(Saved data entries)
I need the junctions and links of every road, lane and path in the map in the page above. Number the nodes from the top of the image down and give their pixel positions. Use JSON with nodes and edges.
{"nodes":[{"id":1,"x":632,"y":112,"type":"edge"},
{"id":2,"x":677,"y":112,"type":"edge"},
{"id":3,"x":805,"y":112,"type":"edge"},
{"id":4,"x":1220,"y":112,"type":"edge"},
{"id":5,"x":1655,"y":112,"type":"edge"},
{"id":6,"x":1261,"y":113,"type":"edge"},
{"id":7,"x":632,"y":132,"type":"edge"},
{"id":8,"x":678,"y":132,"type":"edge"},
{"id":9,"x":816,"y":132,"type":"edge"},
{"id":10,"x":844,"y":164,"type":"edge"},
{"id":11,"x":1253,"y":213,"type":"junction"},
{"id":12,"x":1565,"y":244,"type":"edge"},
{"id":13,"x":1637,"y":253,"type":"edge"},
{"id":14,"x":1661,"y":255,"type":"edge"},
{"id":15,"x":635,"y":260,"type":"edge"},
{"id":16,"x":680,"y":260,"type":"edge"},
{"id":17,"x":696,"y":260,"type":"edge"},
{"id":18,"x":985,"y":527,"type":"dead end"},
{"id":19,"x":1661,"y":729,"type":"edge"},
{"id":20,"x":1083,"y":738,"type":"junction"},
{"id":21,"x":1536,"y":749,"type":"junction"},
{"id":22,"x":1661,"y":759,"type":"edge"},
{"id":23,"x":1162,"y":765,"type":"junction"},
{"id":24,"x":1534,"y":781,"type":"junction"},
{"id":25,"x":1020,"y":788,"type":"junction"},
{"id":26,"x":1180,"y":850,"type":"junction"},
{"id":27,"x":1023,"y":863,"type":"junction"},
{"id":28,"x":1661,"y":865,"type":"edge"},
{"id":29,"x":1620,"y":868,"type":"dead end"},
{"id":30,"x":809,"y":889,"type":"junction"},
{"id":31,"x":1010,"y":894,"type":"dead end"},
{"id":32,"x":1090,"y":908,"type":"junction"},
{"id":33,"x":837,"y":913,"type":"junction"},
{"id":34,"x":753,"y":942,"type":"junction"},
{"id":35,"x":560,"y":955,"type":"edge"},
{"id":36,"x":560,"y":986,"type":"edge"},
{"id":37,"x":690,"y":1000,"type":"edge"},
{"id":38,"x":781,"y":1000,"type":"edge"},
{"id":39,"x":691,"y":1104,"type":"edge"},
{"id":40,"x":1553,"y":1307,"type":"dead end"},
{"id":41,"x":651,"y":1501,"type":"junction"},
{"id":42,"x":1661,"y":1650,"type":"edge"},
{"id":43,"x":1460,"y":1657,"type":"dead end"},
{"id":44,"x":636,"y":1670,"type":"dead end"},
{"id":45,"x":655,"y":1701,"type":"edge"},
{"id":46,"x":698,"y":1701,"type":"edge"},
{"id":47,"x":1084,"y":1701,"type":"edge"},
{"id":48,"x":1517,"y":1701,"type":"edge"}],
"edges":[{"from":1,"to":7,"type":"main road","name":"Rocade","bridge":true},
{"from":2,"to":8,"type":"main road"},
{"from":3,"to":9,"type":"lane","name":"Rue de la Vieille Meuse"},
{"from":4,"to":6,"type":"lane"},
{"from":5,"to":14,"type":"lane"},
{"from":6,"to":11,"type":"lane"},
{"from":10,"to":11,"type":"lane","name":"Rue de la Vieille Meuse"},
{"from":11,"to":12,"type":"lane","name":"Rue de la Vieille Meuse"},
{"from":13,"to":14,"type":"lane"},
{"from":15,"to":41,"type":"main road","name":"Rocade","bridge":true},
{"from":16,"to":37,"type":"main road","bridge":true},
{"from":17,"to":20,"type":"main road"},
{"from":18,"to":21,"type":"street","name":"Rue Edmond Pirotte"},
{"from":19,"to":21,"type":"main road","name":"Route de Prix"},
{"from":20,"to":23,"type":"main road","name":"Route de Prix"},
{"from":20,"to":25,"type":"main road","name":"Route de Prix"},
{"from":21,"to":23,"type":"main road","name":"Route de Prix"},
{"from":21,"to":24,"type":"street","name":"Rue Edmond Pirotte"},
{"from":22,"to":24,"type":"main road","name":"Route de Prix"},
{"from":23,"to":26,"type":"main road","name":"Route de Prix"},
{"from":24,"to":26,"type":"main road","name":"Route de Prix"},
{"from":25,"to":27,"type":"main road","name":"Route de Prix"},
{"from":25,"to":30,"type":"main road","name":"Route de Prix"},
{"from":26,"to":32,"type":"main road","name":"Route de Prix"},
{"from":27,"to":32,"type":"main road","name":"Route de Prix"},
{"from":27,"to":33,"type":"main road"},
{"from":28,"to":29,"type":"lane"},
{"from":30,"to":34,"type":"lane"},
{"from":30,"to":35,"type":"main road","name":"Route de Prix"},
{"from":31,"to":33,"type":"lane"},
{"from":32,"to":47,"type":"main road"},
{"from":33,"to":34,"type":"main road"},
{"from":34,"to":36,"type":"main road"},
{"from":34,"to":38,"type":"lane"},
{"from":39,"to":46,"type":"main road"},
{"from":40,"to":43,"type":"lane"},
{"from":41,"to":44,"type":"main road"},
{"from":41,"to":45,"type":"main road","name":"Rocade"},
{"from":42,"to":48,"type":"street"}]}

— ASSIGNMENT —
In the records above, locate the lines holding the word "Meuse". Copy each of them.

— WRITTEN ANSWER —
{"from":3,"to":9,"type":"lane","name":"Rue de la Vieille Meuse"},
{"from":10,"to":11,"type":"lane","name":"Rue de la Vieille Meuse"},
{"from":11,"to":12,"type":"lane","name":"Rue de la Vieille Meuse"},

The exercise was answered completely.